Les Blancs d’Afrique du Sud ont bien sûr essayé de contrôler les Noirs. Cependant, ils n’ont jamais tenté de nier l’existence même des Noirs, ni entretenu le fantasme de leur disparition pure et simple. Nous n’avons pas vécu une occupation militaire qui privait les occupés de tous leurs droits. Nous n’avons pas connu la barbarie multiforme de ces punitions collectives consistant à démolir les maisons et détruire les vergers appartenant aux familles de rebelles présumés, ni l’expulsion physique de ces familles.

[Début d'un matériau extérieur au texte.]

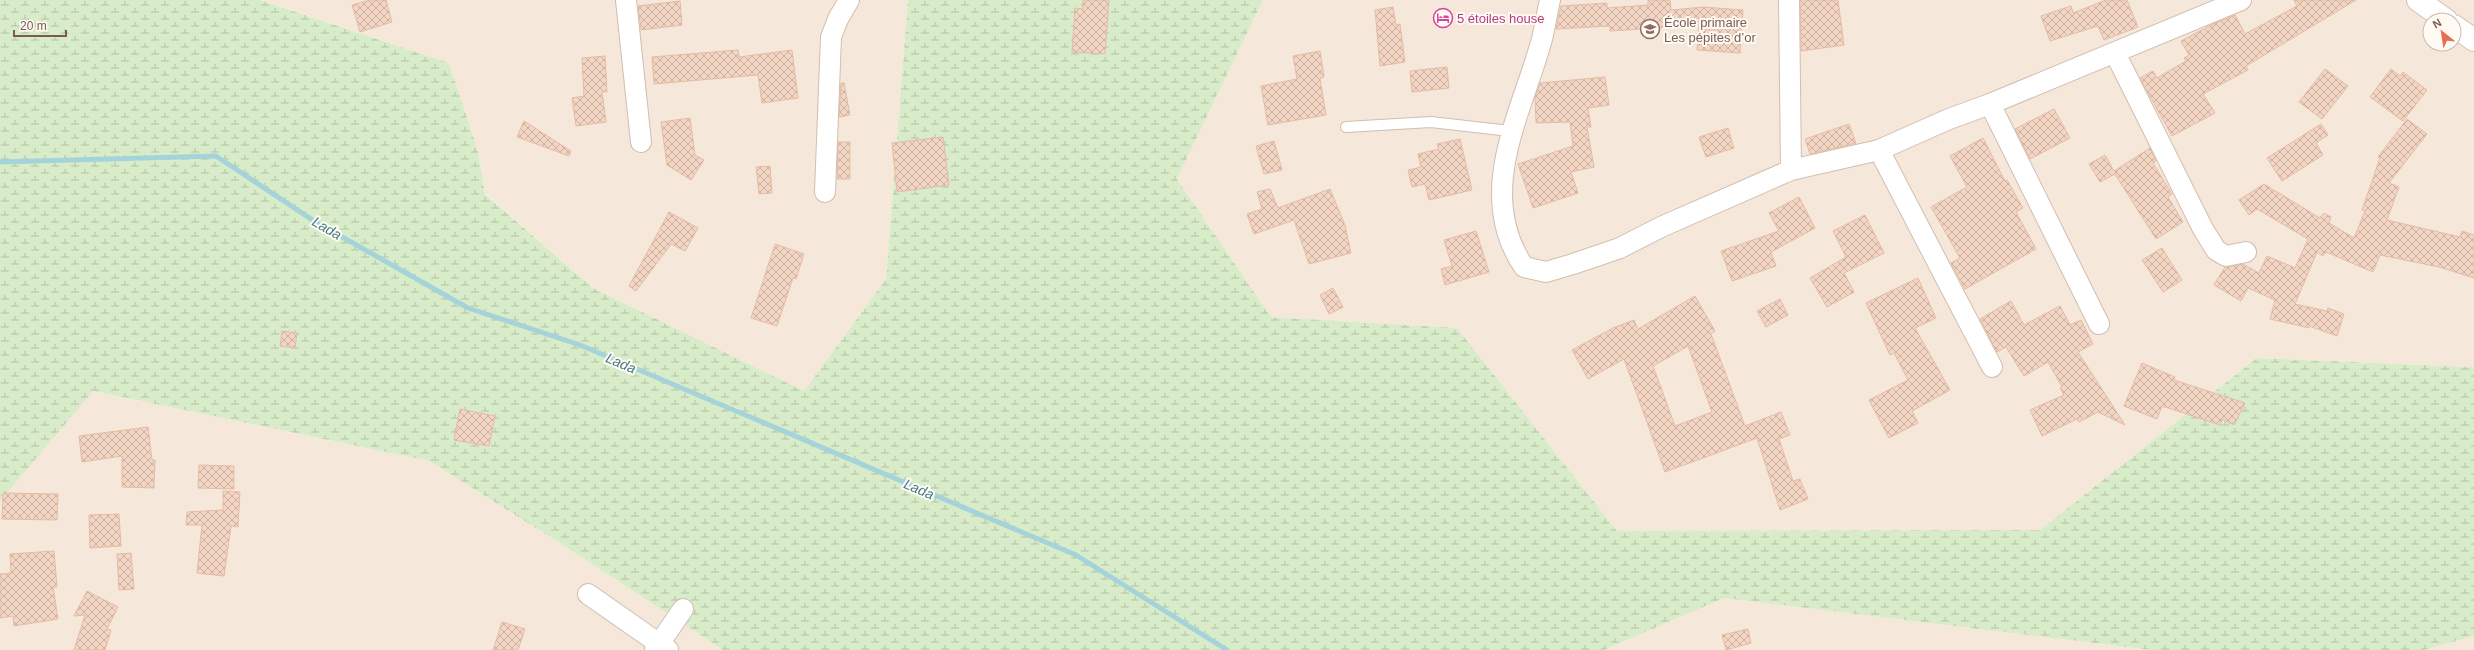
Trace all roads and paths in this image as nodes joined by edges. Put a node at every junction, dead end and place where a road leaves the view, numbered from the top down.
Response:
1 (626, 0) edge
2 (849, 0) edge
3 (1550, 0) edge
4 (1789, 0) edge
5 (2241, 0) edge
6 (2418, 0) edge
7 (2435, 12) edge
8 (2462, 32) edge
9 (2474, 40) edge
10 (2115, 53) junction
11 (1990, 104) junction
12 (1346, 127) dead end
13 (1510, 131) junction
14 (641, 142) dead end
15 (1878, 150) junction
16 (1792, 170) junction
17 (825, 192) dead end
18 (2246, 252) dead end
19 (2099, 324) dead end
20 (1992, 367) dead end
21 (588, 594) dead end
22 (683, 609) dead end
23 (661, 648) edge

1 - 14 street
2 - 17 street
3 - 13 street
4 - 16 street
5 - 10 street
6 - 7 street
8 - 9 street
10 - 11 street
10 - 18 street
11 - 15 street
11 - 19 street
12 - 13 lane
13 - 16 street
15 - 16 street
15 - 20 street
21 - 23 street
22 - 23 street

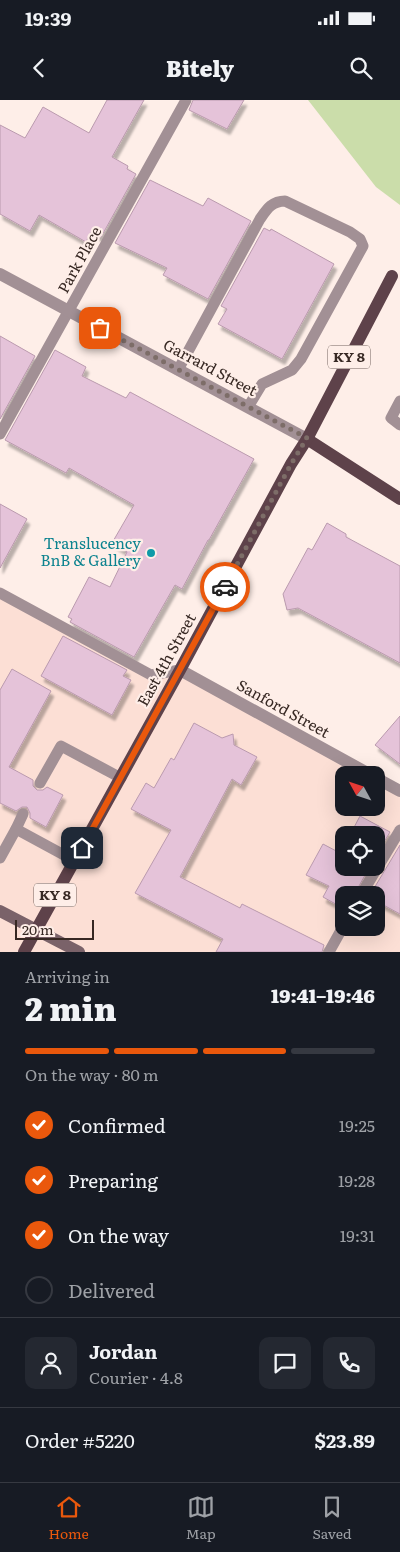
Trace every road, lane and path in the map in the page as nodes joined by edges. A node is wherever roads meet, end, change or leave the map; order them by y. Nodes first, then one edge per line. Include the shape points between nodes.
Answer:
1 (186, 100) edge
2 (0, 274) edge
3 (392, 276) dead end
4 (68, 311) junction
5 (178, 370) junction
6 (400, 401) edge
7 (248, 407) junction
8 (400, 425) edge
9 (0, 434) edge
10 (307, 438) junction
11 (400, 499) edge
12 (0, 593) edge
13 (180, 670) junction
14 (355, 766) edge
15 (121, 778) junction
16 (40, 783) dead end
17 (385, 783) edge
18 (400, 791) edge
19 (23, 814) dead end
20 (16, 829) junction
21 (400, 830) edge
22 (0, 858) edge
23 (75, 861) junction
24 (366, 886) edge
25 (0, 912) edge
26 (36, 930) junction
27 (338, 936) edge
28 (24, 952) edge
29 (79, 952) edge
30 (329, 952) edge

1 - 4 lane, Park Place
2 - 4 street, Garrard Street
3 - 10 main road, East 4th Street / KY 8
4 - 5 street, Garrard Street
4 - 9 lane, Park Place
5 - 7 street, Garrard Street
5 - 7 lane via 267,208 277,201 285,201 350,232 360,239 363,246 301,359 292,370 262,384
6 - 8 lane via 392,418
7 - 10 street, Garrard Street
10 - 11 main road, Garrard Street
10 - 13 main road, East 4th Street / KY 8
12 - 13 lane via 151,675
13 - 14 street, Sanford Street
13 - 15 main road, East 4th Street / KY 8
15 - 16 lane via 60,746
15 - 23 main road, East 4th Street / KY 8
17 - 18 street
19 - 20 lane
20 - 22 lane
20 - 23 lane
21 - 24 lane
23 - 26 main road, East 4th Street / KY 8
25 - 26 main road
26 - 28 main road, East 4th Street / KY 8
26 - 29 main road
27 - 30 lane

Les tribunaux de l’apartheid en Afrique du Sud n’ont jamais légitimé la torture. Les Blancs sud-africains n’ont jamais eu carte blanche pour humilier les Sud-africains noirs comme les colons semblent l’avoir ici. Mêmes les pires fanatiques n’auraient jamais imaginé quelque chose d’aussi macabre que ce mur. Ni la police ni l’armée de l’apartheid n’a jamais tiré des missiles ou envoyé des bombes sur des cibles majoritairement civiles. Les Blancs en Afrique du Sud formaient une communauté stable qui, au bout de plusieurs siècles, a finalement du composer avec les Noirs (ne serait-ce que parce que leur économie en dépendait). L’idée sioniste qui fait d’Israël le lieu de rassemblement de tous les Juifs - anciens et nouveaux, convertis, reconvertis ou « régénérés » - est profondément problématique, car l’idée de tendre la main à son voisin n’y a aucune place. L’idée semble au contraire de se débarrasser de ses voisins - ce l’on appelle le nettoyage ethnique - et de les remplacer systématiquement par d’autres.

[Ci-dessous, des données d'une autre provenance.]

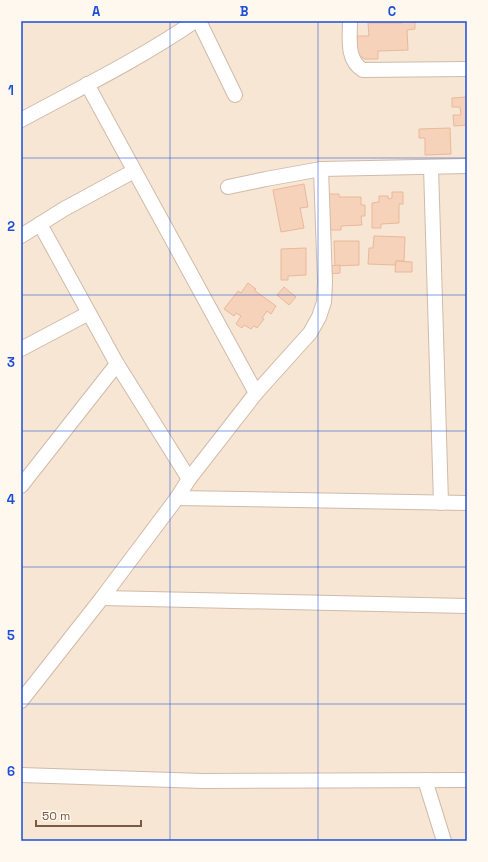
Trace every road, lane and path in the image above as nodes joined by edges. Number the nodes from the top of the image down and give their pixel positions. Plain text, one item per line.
1 (195, 21) edge
2 (199, 21) edge
3 (350, 21) edge
4 (467, 69) edge
5 (87, 84) junction
6 (235, 95) dead end
7 (21, 120) edge
8 (467, 166) edge
9 (431, 167) junction
10 (321, 169) junction
11 (134, 171) junction
12 (228, 187) dead end
13 (40, 224) junction
14 (21, 236) edge
15 (89, 313) junction
16 (21, 349) edge
17 (117, 364) junction
18 (256, 394) junction
19 (189, 479) junction
20 (21, 486) edge
21 (177, 498) junction
22 (441, 503) junction
23 (467, 503) edge
24 (102, 598) junction
25 (467, 606) edge
26 (23, 695) edge
27 (21, 775) edge
28 (425, 780) junction
29 (467, 780) edge
30 (444, 841) edge

1 - 5 street
2 - 6 street
3 - 4 street
5 - 7 street
5 - 11 street
8 - 9 street
9 - 10 street
9 - 22 street
10 - 12 street
10 - 18 street
11 - 13 street
11 - 18 street
13 - 14 street
13 - 15 street
15 - 16 street
15 - 17 street
17 - 19 street
17 - 20 street
18 - 19 street
19 - 21 street
21 - 22 street
21 - 24 street
22 - 23 street
24 - 25 street
24 - 26 street
27 - 28 street
28 - 29 street
28 - 30 street

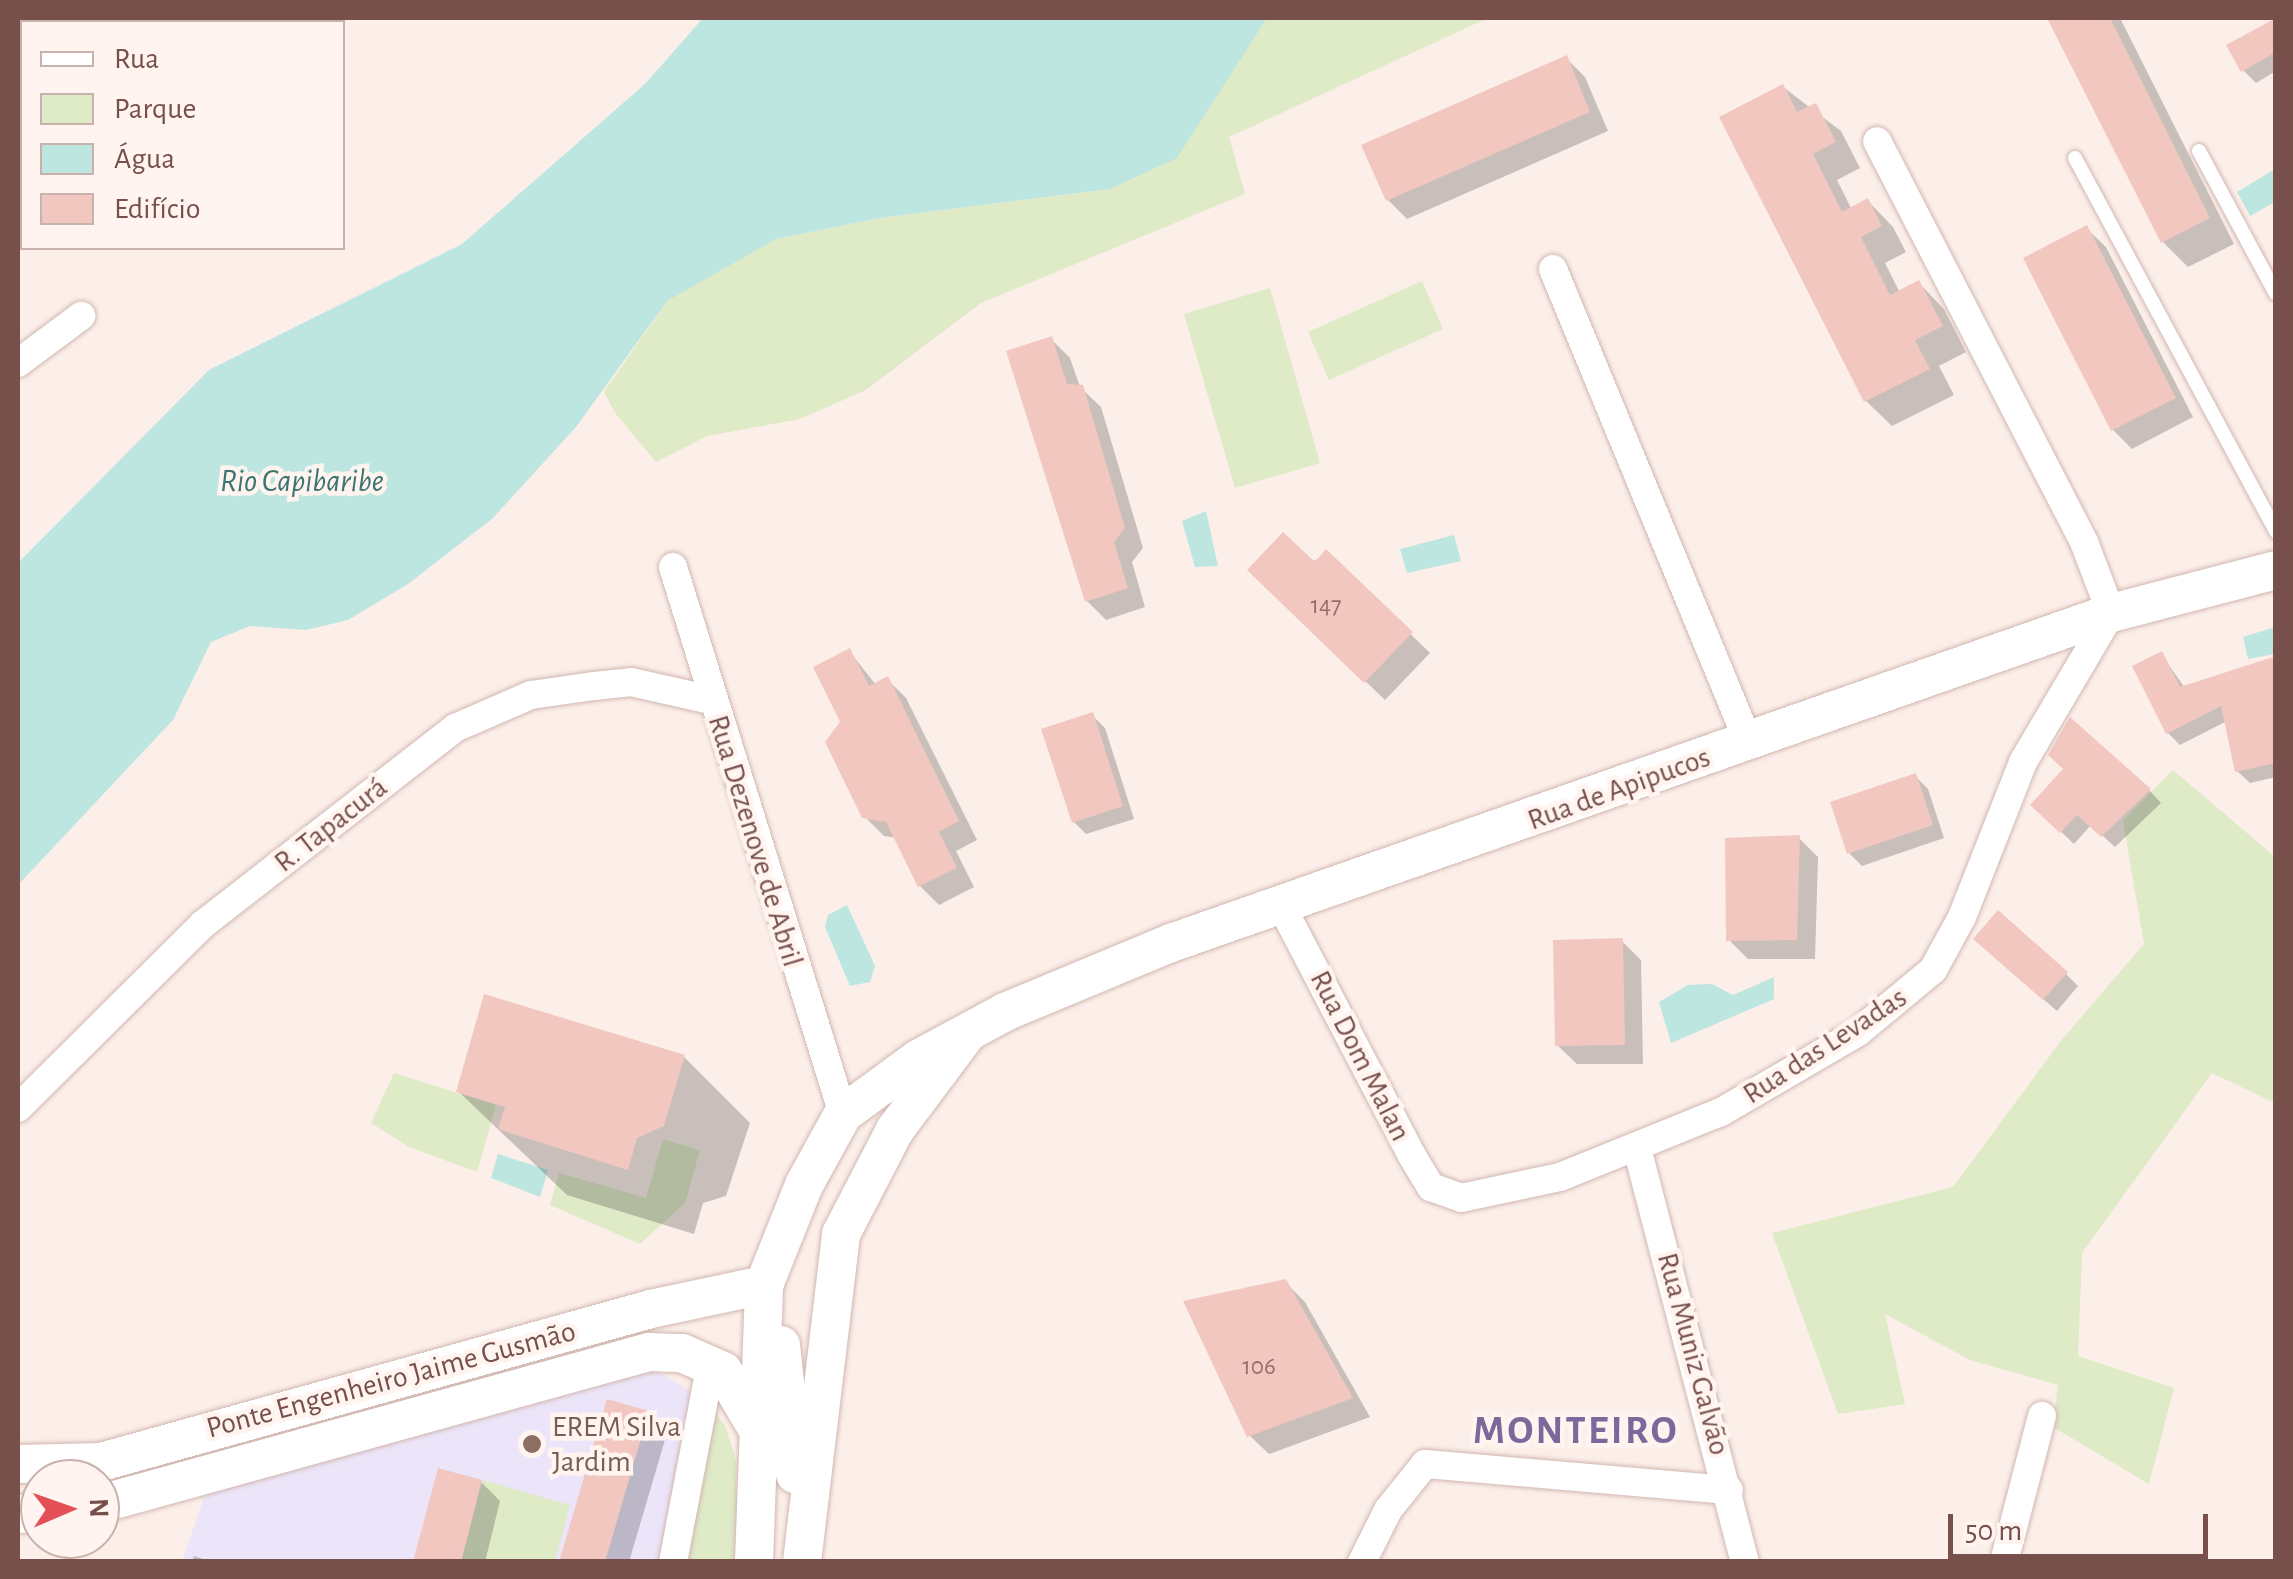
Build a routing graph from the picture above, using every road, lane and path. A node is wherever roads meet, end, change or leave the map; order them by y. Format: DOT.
graph roads {
  1 [pos="1877,141"];
  2 [pos="2199,150"];
  3 [pos="2076,158"];
  4 [pos="1553,269"];
  5 [pos="2276,294"];
  6 [pos="81,316"];
  7 [pos="18,363"];
  8 [pos="2276,532"];
  9 [pos="673,567"];
  10 [pos="2276,570"];
  11 [pos="2112,613"];
  12 [pos="711,700"];
  13 [pos="1748,742"];
  14 [pos="1283,909"];
  15 [pos="970,1029"];
  16 [pos="18,1108"];
  17 [pos="843,1114"];
  18 [pos="1637,1148"];
  19 [pos="1447,1195"];
  20 [pos="764,1285"];
  21 [pos="710,1363"];
  22 [pos="2042,1416"];
  23 [pos="760,1436"];
  24 [pos="18,1464"];
  25 [pos="1730,1490"];
  26 [pos="120,1498"];
  27 [pos="805,1548"];
  28 [pos="673,1562"];
  29 [pos="754,1562"];
  30 [pos="1362,1562"];
  31 [pos="1745,1562"];
  32 [pos="2004,1562"];
  1 -- 11 [label="street"];
  2 -- 5 [label="lane"];
  3 -- 8 [label="lane"];
  4 -- 13 [label="street"];
  6 -- 7 [label="street"];
  9 -- 12 [label="street, Rua Dezenove de Abril"];
  10 -- 11 [label="main road, Rua de Apipucos"];
  11 -- 13 [label="main road, Rua de Apipucos"];
  11 -- 18 [label="street, Rua das Levadas"];
  12 -- 16 [label="street, R. Tapacurá"];
  12 -- 17 [label="street, Rua Dezenove de Abril"];
  13 -- 14 [label="main road, Rua de Apipucos"];
  14 -- 15 [label="main road, Rua de Apipucos"];
  14 -- 19 [label="street, Rua Dom Malan"];
  15 -- 17 [label="main road, Rua de Apipucos"];
  15 -- 27 [label="main road"];
  17 -- 20 [label="main road"];
  18 -- 19 [label="street, Rua das Levadas"];
  18 -- 25 [label="street, Rua Muniz Galvão"];
  20 -- 23 [label="main road"];
  20 -- 24 [label="main road, Ponte Engenheiro Jaime Gusmão"];
  20 -- 27 [label="main road"];
  21 -- 23 [label="main road"];
  21 -- 26 [label="main road, Ponte Engenheiro Jaime Gusmão"];
  21 -- 28 [label="street"];
  22 -- 32 [label="street"];
  23 -- 29 [label="main road"];
  25 -- 30 [label="street"];
  25 -- 31 [label="street, Rua Muniz Galvão"];
}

Au temps de notre résistance à l’apartheid, nous étions conscients de la contribution inestimable de la solidarité internationale à la lutte pour mettre fin à des siècles d’oppression. Aujourd’hui, nous n’avons d’autre choix que de contribuer à notre tour au combat des Palestiniens pour la liberté. Nous le faisons en ayant pleinement conscience que votre liberté contribuera aussi à la liberté de bien des Juifs de réaliser pleinement leur humanité, tout comme la fin de l’apartheid a rendu cette même liberté aux Blancs d’Afrique du Sud. Au plus fort de notre combat pour la liberté, nous n’avons jamais cessé de rappeler à notre peuple que notre combat était aussi un combat pour la libération des Blancs. L’apartheid diminuait les Blancs dans leur humanité tout comme l’injustice envers les femmes diminue l’humanité des hommes. C’est la libération qui permet à l’oppresseur de reconquérir son humanité, et Israël ne fait pas exception à cet égard.

Lors des rassemblements publics pendant le combat pour la liberté en Afrique du Sud, l’orateur du moment lançait souvent « Un de nous est blessé... » et la foule répondait « ...Nous sommes tous blessés ! ». A l’époque, pour nous, la portée de cette phrase était quelque peu limitée, et peut-être en sera-t-il toujours ainsi. Mais ce que nous savons, c’est que la blessure infligée au peuple palestinien est une blessure pour nous tous. Inéluctablement, une blessure infligée à autrui revient hanter l’agresseur. Il est impossible d’arracher la peau d’un autre humain sans porter atteinte en même temps à sa propre humanité. Face à cette monstruosité, ce Mur de l’apartheid, nous vous offrons autre chose - notre solidarité avec le peuple palestinien. Nous vous déclarons notre engagement à vos côtés dans votre combat pour mettre fin à la ségrégation, pour surmonter l’injustice et pour venir à bout de la rapacité, la division et l’exploitation.

Nous avons vu que nos opprimés de hier - en Afrique du Sud pendant l’apartheid et en Israël aujourd’hui - peuvent devenir les oppresseurs d’aujourd’hui. Nous sommes donc à vos côtés pour réaliser votre rêve de créer une société où tous, de toutes origines ethniques et de toutes religions, vivront libres et égaux.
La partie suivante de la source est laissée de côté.